Is a person who identifies as a Christian possess stolen faith? If you have read Lilith Helstrom’s recent feature article, Jesus Caused The Palestinian Genocide, in Deconstructing Christianity, you’ve likely felt the sting of her central accusation: That Christianity is nothing more than a “religion of thievery” — a theological kleptomania that stole its holidays from pagans, its God from the Jews, and now, she claims, fuels the fires of genocide in Gaza.

Christians will say that the major theme of their religion is forgiveness and second chance.

I disagree. The most prominent theme in all of Christianity is thievery.

So many gods died and rose again before Christianity existed, including Osiris, Adonis, Attis, and Dionysus. The Sumerian goddess, Inna, was even dead three days and three nights before she was resurrected.

So how did Christians get their forgiveness story of Jesus dying on the cross and rising again? Through theological thievery.

Our culture is in a moment where people seem to be deconstructing from everything — gender, institutions, government, and now even the foundations of history itself. Helstrom’s argument strikes quite a nerve. It is a polemic weave of a terrifying narrative that connects the resurrection of Jesus to the so‑called “Jewish Problem” and the horrors of modern antisemitism.

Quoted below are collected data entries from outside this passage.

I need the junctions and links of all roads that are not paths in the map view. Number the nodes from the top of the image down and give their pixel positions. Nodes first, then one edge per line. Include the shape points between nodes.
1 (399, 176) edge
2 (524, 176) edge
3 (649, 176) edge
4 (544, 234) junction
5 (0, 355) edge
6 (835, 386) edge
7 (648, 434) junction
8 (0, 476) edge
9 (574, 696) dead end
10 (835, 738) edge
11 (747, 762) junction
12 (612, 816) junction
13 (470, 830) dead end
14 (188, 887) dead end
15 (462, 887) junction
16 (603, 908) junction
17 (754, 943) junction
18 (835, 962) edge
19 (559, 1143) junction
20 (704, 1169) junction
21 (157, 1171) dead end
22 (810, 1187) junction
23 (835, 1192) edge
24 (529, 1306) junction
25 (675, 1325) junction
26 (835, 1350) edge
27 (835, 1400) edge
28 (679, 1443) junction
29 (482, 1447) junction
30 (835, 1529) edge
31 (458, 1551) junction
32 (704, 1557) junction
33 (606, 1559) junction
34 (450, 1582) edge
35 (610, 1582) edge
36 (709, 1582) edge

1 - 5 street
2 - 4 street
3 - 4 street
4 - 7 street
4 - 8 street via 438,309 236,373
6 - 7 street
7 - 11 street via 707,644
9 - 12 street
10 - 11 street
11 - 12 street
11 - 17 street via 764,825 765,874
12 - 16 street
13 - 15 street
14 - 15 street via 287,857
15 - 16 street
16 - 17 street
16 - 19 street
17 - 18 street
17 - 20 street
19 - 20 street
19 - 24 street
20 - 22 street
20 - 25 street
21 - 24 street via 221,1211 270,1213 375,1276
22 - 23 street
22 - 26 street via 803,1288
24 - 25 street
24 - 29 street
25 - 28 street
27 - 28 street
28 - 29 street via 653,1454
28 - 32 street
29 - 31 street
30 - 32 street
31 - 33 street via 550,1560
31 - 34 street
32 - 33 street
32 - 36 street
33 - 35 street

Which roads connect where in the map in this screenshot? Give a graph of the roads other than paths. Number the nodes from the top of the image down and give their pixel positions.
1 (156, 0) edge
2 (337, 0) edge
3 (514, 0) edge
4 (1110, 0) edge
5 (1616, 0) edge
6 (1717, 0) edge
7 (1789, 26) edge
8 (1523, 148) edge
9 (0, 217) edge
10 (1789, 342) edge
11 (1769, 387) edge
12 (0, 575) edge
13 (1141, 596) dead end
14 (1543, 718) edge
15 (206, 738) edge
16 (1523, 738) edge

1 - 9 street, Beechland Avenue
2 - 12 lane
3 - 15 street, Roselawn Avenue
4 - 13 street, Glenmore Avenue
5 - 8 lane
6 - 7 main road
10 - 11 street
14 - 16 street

Is the viral “history” actually historical? Or is it a dangerous distortion that conflates ancient myth with eyewitness reality?

Helstrom’s article is not a mere atheistic critique; it is a sweeping cultural indictment. She argues that because Christianity supposedly “stole” its resurrection story from myths like Osiris and Dionysus, it created a subconscious crisis — a Jewish Problem — that forces Christians either to assimilate Jews (under the guise of Christian Nationalism) or annihilate them (Nazism) to cover up the theft. In her telling, the Christian God becomes the architect of genocide, with a straight line drawn from the empty tomb to the current violence in Palestine.

These are heavy charges, and they demand more than a defensive shrug. They require forensic examination of history. If Christianity is merely a copycat religion, then its moral authority is indeed bankrupt. But if the similarities between pagan myths and the gospel are not evidence of theft, but of a “Divine Pattern” — echoes of truth scattered throughout time to prepare the world for a reality that actually happened — then her entire house of cards collapses.